What's the long term plan?

While process-based certification is the approach that will be used at the launch of the program, CSWA is initiating a project to develop industry-wide metrics to measure and track sustainability performance. CSWA will develop metrics for water and energy efficiency, greenhouse gas intensity, and several others to be determined in order to baseline the industry's significant impacts and set targets for improvement. Once the metrics are in place, they will tie into the certification program and certified participants will need to consider industry-wide targets when creating action plans. The metrics will also focus on industry efforts around best management practice development and sustainability tool creation. As the certification program evolves to include performance metrics, CSWA may then move towards allowing the use of a logo on the bottle.

How will people outside the wine industry know if this program is doing what you want it to?

The addition of third-party verification is key to providing customers and stakeholders with assurances that the self-assessment scores are accurate and that the winery or vineyard is fully engaged in a process of continuous improvement.

Another important way to share progress is through Sustainability Reports and interim reports that allow the California wine community to publicly share improvements of the industry over time. Last month, CSWA released its 2009 Wine Community Sustainability Report measuring the California wine industry's adoption over five years of 227 best management practices. The report is available online.

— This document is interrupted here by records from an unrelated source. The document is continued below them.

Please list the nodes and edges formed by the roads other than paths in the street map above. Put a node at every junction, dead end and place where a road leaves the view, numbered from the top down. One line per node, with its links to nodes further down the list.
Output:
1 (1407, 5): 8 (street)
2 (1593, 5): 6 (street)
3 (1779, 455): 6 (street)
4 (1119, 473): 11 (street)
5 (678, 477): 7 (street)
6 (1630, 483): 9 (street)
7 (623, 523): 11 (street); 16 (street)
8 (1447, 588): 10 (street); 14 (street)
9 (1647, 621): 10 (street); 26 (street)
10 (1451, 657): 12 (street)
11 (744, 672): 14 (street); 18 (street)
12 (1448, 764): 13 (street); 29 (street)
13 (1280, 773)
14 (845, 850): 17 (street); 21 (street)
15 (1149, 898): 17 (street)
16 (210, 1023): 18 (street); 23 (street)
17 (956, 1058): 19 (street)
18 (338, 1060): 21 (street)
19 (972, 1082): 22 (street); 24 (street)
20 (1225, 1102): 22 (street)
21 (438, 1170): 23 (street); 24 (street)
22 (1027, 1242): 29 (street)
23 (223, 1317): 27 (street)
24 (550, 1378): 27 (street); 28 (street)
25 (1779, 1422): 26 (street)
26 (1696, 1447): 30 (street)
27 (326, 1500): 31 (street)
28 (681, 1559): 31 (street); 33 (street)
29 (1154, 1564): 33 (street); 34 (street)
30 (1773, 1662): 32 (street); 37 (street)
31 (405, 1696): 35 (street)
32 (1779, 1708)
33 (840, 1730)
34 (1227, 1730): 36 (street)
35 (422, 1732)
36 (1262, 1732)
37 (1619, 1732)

So, there you go. If you drink wine: do you think this kind of certification would change your purchasing practices? Do you care if this happens?

AHA! An update!

UCLA's Magali Delmas has been looking at organic wines in California.

From UCLA's release:

"You've heard of the French paradox?" quipped Delmas, associate professor of management at UCLA's Institute of the Environment and the UCLA Anderson School of Management. "Well, this is the American version. You'd expect anything with an eco-label to command a higher price, but that's just not the case with California wine."

As I wrote to Don McEnhill below, I'm skeptical of eco-labeling of all kinds. Apparently the market is, too.